The U.S. Bureau of Reclamation had eyed a dam on the San Juan River as early as 1904, but the need for such a project wasn’t justified until the 1950s when surrounding communities, such as Farmington and the Navajo Nation, needed more water.
Four communities – Los Arboles, Los Pinos, Rose and Los Martinez – and an untold number of farms and ranches, were displaced by the 1.7 million acre-foot reservoir, which was completed in 1963. Researcher Frances Swadesh Quintana estimated nearly 200 families had to move, mainly Hispanics.
“Some (families) had been here nearly 80, 90 years,” Tharp said. “To be evicted was shattering.”

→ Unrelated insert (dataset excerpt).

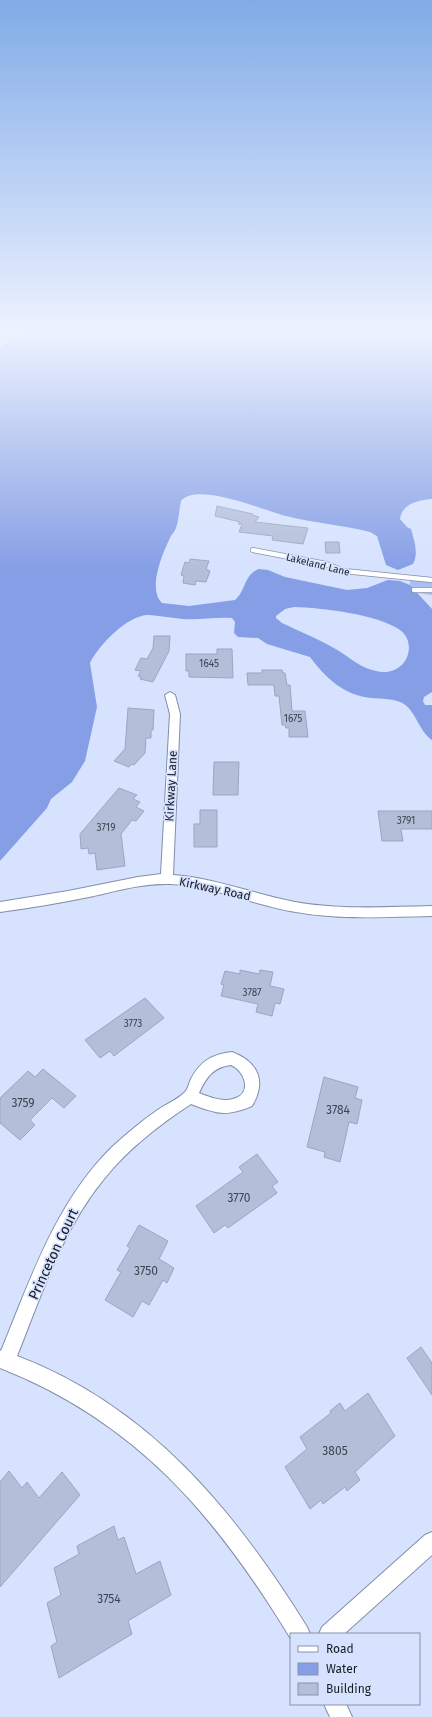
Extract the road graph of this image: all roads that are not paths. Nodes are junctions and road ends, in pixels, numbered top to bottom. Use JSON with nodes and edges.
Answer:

Tharp has tracked down a number of living descendents to document what it was like living in these communities, and what it was like to be forced to leave.
“They’re still very sad, and some are extremely bitter,” she said. “When you split up a community, those bonds are gone.”
Still, to this day, families that trace back to settlements along the San Juan River continue to keep those bonds alive. Lambert said there’s annual masses in Arboles, Tiffany and Los Martinez.
Lambert said she received a grant to write a history of the settlements along the San Juan River to help improve record keeping. The project will research churches in Trujillo, Pagosa Junction, Allison, Tiffany and Juanita.
“There’s some documentation out there, but it’s spotty,” Lambert said. “In most of these little communities, there isn’t much left than a church and a cemetery.”